Con i figli sono piu' protettiva, non li ho portati mai a un concerto o in tour di speleologia come vedo fare; pero' credo che il viaggio sia il vero modo di vivere, per me, e mi manca l'epoca in cui tutti i miei averi erano contenuti in una sacca. Ora ad ogni trasloco ci sono piu' scatoloni, molti dei quali neanche apro piu', ma lascio come memoria per il fuuro ;-))

non escludo che a figli grandi (e sra' nostra cura farli andar via ai 18, come si usa in Scandinavia) noi due si possa tornare a viaggiare, immagazzinando tutto in un container...vorrei vivere 3-4 mesi su una nave in giro per il mondo, e gli altri fermandomi al massimo un mese in ogni luogo...chissa' quanto ci metterei a stufarmi!

Prato, Italia
Esperto locale
di Sudafrica, Botswana, Zimbabwe
post: 1.574
Recensioni: 480
8. Re: Vita da nomadi

io vorrei poter fare + vacanze ma non vivere in vacanza.

alla fine anche quello diventa routine.

tra l'altro la vacanza ideale deve essere 1gg + breve di quanto si vorrebbe,

solo così lascia il segno e la voglia di tornare.

personalissima opinione

stefano

Roma, Italia
post: 2.763
Recensioni: 105
9. Re: Vita da nomadi

Gli unici miei spostamenti "di vita" sono stati due: a 7 anni, quando dopo la separazione dei miei, tornai da Roma assieme a mia madre in Sardegna; e quando a 18 anni mi sono diplomata e ho dovuto trasferirmi a Cagliari per andare all'università.

Adoro viaggiare e pagherei per avere più tempo per poterlo fare; ma per quanto riguarda la vita, la routine, sono invece molto stanziale, metto radici molto profonde ed è difficile sradicarmi, se non impossibile.

Per come sono fatta io, una vita da "due mesi lì, poi sei mesi di là, e poi ancora altri tre laggiù" non fa per me; io necessito della tranquillità e della sicurezza del mio focolare.
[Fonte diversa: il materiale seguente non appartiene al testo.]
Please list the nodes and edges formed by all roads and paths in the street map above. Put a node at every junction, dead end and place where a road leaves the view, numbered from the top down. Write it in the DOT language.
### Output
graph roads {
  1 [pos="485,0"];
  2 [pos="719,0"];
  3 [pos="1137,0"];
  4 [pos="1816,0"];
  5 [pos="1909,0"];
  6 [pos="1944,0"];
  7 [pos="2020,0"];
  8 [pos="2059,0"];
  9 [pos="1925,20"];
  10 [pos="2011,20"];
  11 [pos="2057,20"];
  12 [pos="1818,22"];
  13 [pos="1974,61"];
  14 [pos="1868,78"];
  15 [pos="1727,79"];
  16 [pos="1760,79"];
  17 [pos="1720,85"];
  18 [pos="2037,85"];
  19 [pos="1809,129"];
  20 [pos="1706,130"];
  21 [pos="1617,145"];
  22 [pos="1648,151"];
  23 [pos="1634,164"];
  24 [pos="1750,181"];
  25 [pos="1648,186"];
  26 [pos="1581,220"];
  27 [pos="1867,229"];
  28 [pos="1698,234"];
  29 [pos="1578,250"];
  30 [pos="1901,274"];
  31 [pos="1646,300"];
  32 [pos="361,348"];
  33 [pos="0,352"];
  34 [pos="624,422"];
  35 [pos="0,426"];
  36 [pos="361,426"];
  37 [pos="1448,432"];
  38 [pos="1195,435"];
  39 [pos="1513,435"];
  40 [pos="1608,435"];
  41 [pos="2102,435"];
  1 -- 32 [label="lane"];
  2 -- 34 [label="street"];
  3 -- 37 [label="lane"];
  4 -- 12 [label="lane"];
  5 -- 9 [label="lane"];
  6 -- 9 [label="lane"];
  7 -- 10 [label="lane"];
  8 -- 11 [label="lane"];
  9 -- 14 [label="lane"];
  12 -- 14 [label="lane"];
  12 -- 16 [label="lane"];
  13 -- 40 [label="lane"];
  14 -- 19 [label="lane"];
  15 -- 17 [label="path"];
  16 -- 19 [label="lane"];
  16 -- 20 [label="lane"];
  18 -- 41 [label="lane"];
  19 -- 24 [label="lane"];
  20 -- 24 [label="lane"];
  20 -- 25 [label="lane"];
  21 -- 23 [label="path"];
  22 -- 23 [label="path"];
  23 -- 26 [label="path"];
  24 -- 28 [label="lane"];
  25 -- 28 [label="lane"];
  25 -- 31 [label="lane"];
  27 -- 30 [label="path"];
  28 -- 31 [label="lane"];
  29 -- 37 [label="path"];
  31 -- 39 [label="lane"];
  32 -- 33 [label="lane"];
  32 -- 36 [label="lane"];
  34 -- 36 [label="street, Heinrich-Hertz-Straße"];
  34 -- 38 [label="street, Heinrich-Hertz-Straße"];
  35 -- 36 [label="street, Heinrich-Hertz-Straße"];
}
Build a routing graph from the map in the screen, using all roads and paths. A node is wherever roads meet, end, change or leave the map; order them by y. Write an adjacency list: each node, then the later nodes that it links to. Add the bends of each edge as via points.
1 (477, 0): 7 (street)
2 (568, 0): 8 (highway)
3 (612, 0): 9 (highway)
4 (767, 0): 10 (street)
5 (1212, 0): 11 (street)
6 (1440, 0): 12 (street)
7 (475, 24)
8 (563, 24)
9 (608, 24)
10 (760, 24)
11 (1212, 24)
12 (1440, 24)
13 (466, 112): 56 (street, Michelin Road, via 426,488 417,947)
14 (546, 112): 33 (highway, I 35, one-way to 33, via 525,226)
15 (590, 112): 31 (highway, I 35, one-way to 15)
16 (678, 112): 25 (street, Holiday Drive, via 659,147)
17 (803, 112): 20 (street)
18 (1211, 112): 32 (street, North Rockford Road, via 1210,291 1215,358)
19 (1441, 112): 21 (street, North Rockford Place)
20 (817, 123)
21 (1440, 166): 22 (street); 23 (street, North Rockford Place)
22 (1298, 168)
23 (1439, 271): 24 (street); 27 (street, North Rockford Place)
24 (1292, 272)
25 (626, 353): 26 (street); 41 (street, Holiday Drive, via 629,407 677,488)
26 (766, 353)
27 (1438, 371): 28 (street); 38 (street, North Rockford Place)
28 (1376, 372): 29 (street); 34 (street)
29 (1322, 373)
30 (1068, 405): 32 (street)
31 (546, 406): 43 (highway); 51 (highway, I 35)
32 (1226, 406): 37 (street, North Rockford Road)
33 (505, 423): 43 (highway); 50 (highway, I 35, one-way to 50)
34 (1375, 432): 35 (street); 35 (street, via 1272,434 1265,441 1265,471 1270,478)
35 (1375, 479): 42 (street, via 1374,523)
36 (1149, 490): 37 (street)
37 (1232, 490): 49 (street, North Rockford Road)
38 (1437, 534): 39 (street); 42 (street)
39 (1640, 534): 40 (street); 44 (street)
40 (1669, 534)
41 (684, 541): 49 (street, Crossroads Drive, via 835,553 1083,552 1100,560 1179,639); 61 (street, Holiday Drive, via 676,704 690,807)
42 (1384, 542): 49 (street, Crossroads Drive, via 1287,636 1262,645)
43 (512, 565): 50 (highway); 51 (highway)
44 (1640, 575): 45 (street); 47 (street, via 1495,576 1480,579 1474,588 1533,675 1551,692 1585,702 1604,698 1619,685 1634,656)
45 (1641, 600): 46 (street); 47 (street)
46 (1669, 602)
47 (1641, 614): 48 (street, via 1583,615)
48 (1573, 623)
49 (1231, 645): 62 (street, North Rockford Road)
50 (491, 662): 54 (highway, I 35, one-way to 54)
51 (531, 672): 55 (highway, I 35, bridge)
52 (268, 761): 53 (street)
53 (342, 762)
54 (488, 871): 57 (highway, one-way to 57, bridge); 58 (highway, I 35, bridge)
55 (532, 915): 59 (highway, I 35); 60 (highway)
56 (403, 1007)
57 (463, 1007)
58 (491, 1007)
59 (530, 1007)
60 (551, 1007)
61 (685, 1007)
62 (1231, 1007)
Detesto sentirmi trapiantata!

bologna
post: 7.998
Recensioni: 3
10. Re: Vita da nomadi

Discorso complesso. vedo di semplificarlo. Le radici sono dentro, ovunque vai ti porti dietro chi sei, dove eri, cosa fai o hai fatto. Stare dove sono le proprie radici è una continua conferma che si è proprio chi si crede di essere. Ci si rispecchia tra cose che rimandano la stessa immagine che abbiamo in testa. Andare via è vedere come quella immagine si adatta a specchi nuovi, a contesti nuovi. Essere sempre via è rinunciare all'idea di essere quella persona che si crede di essere, rinunciare ad essere qualcuno che si conosce "bene" ed esplorarsi (oltre che esplorare il mondo).

Potrebbe persino accadere che anche spostandosi si tenda a riprodurre "casa", abitudini e stati d'animo "soliti". Cosa che spesso accade se ci è dato abbastanza tempo. Perchè credo si ami di più il cambiamento che cambiare davvero.